TASK ITEM >> Reproduce the entries below exactly, but leave the pictures out.

(Collected data entries)

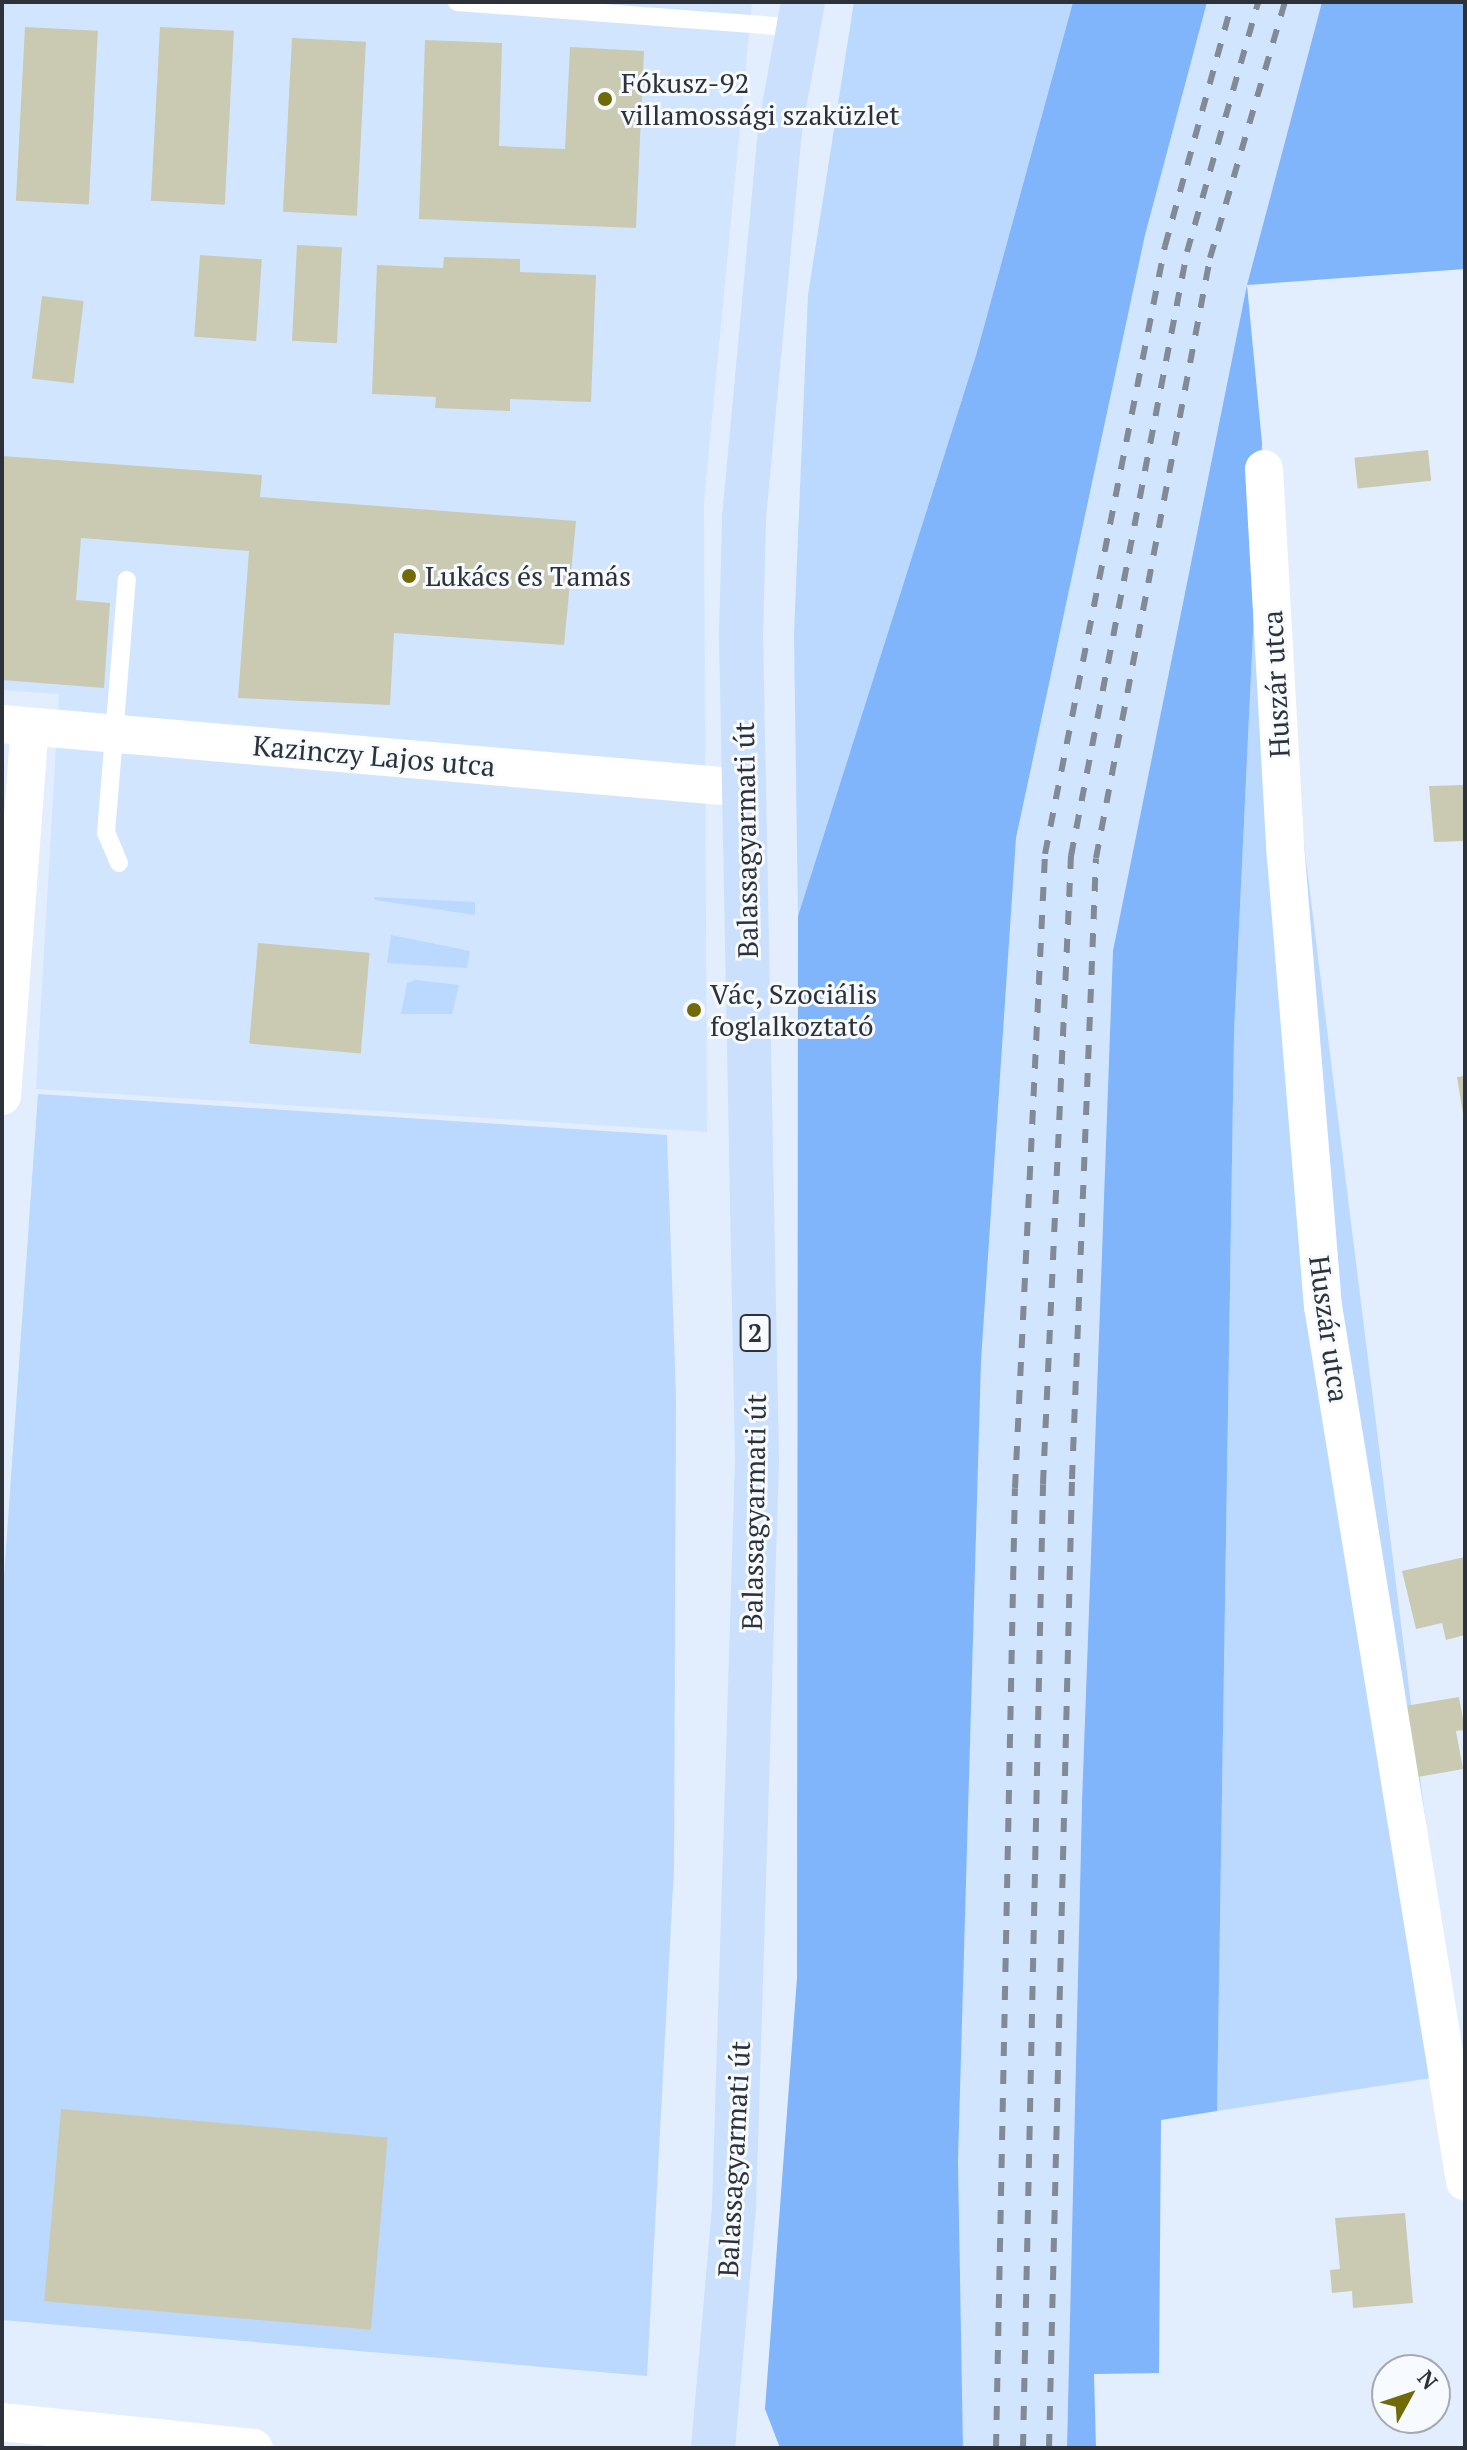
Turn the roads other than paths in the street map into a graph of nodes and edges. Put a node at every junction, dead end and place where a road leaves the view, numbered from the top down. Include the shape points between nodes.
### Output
1 (457, 2) edge
2 (801, 15) edge
3 (1264, 469) dead end
4 (127, 580) dead end
5 (16, 725) edge
6 (114, 733) junction
7 (746, 788) junction
8 (119, 863) dead end
9 (2, 1096) edge
10 (1465, 2182) edge
11 (2, 2422) edge
12 (92, 2440) edge
13 (254, 2448) edge
14 (713, 2448) edge

1 - 2 lane
2 - 7 main road, Balassagyarmati út / 2 via 780,129 744,518
3 - 10 street, Huszár utca via 1286,857 1323,1306
4 - 6 lane
5 - 6 street, Kazinczy Lajos utca
5 - 9 street
6 - 7 street, Kazinczy Lajos utca
6 - 8 lane via 106,833
7 - 14 main road, Balassagyarmati út / 2 via 757,1460 734,2208
11 - 12 street
12 - 13 street

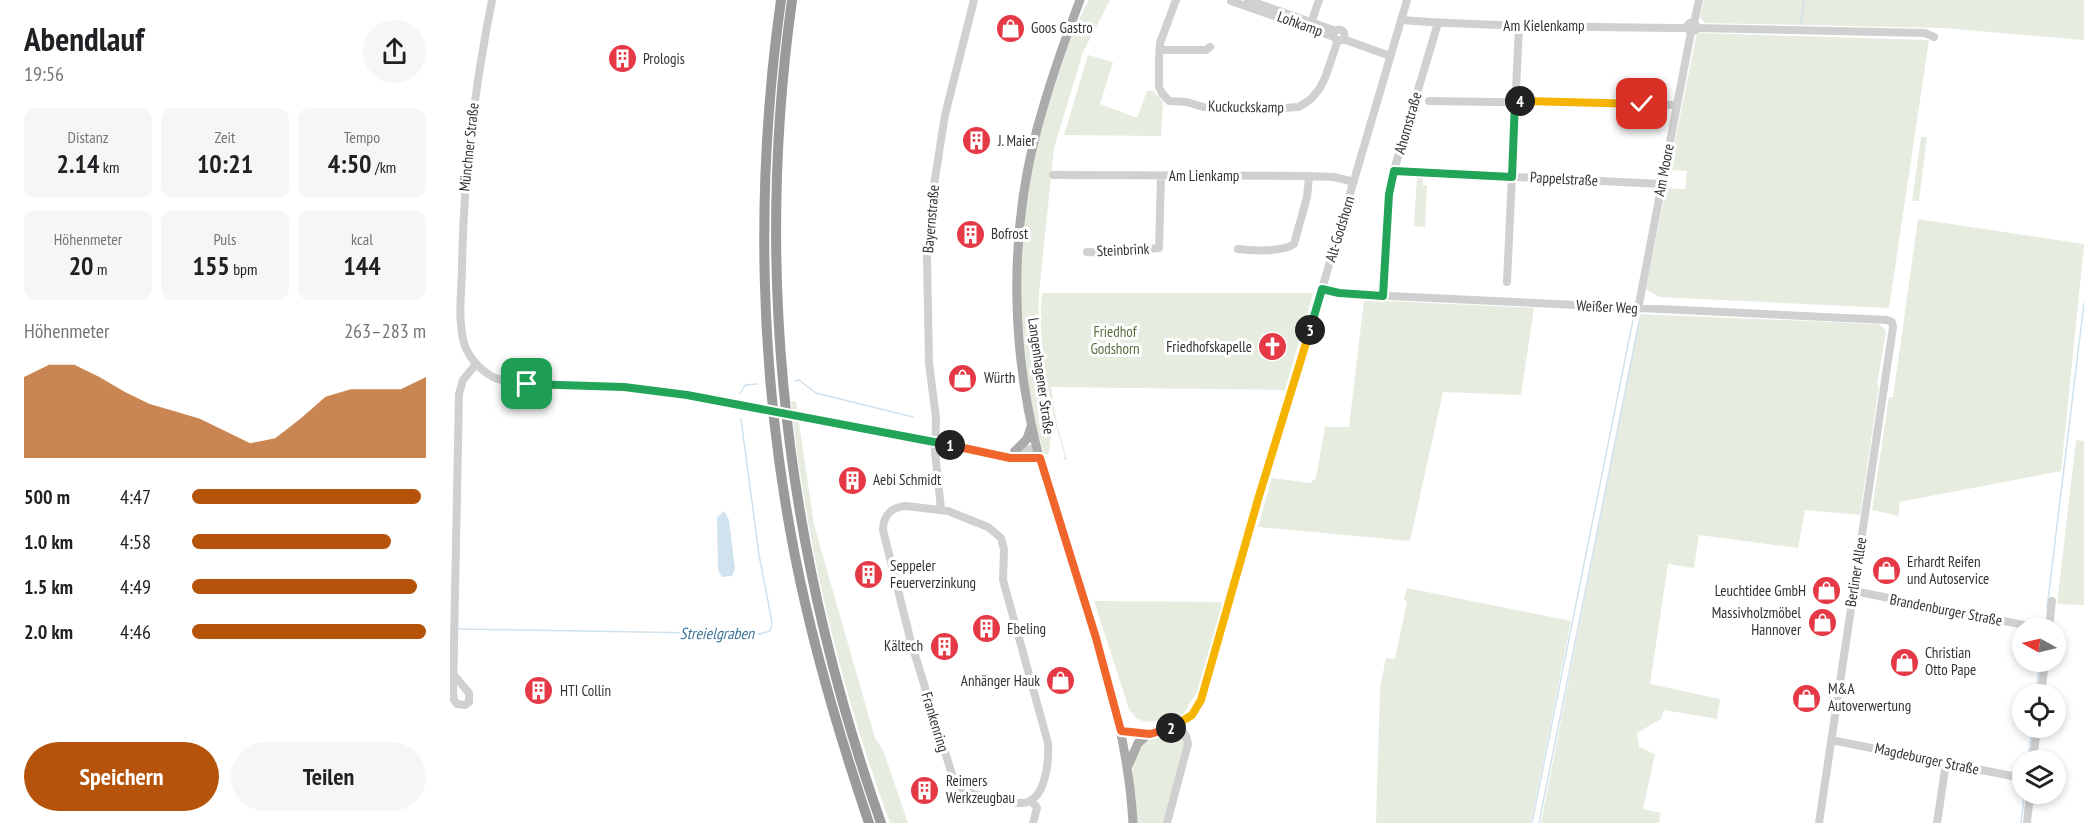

ANSWER SPACE >>
Turn the roads other than paths in the street map into a graph of nodes and edges. Put a node at every junction, dead end and place where a road leaves the view, numbered from the top down. Include the shape points between nodes.
### Output
1 (457, 2) edge
2 (801, 15) edge
3 (1264, 469) dead end
4 (127, 580) dead end
5 (16, 725) edge
6 (114, 733) junction
7 (746, 788) junction
8 (119, 863) dead end
9 (2, 1096) edge
10 (1465, 2182) edge
11 (2, 2422) edge
12 (92, 2440) edge
13 (254, 2448) edge
14 (713, 2448) edge

1 - 2 lane
2 - 7 main road, Balassagyarmati út / 2 via 780,129 744,518
3 - 10 street, Huszár utca via 1286,857 1323,1306
4 - 6 lane
5 - 6 street, Kazinczy Lajos utca
5 - 9 street
6 - 7 street, Kazinczy Lajos utca
6 - 8 lane via 106,833
7 - 14 main road, Balassagyarmati út / 2 via 757,1460 734,2208
11 - 12 street
12 - 13 street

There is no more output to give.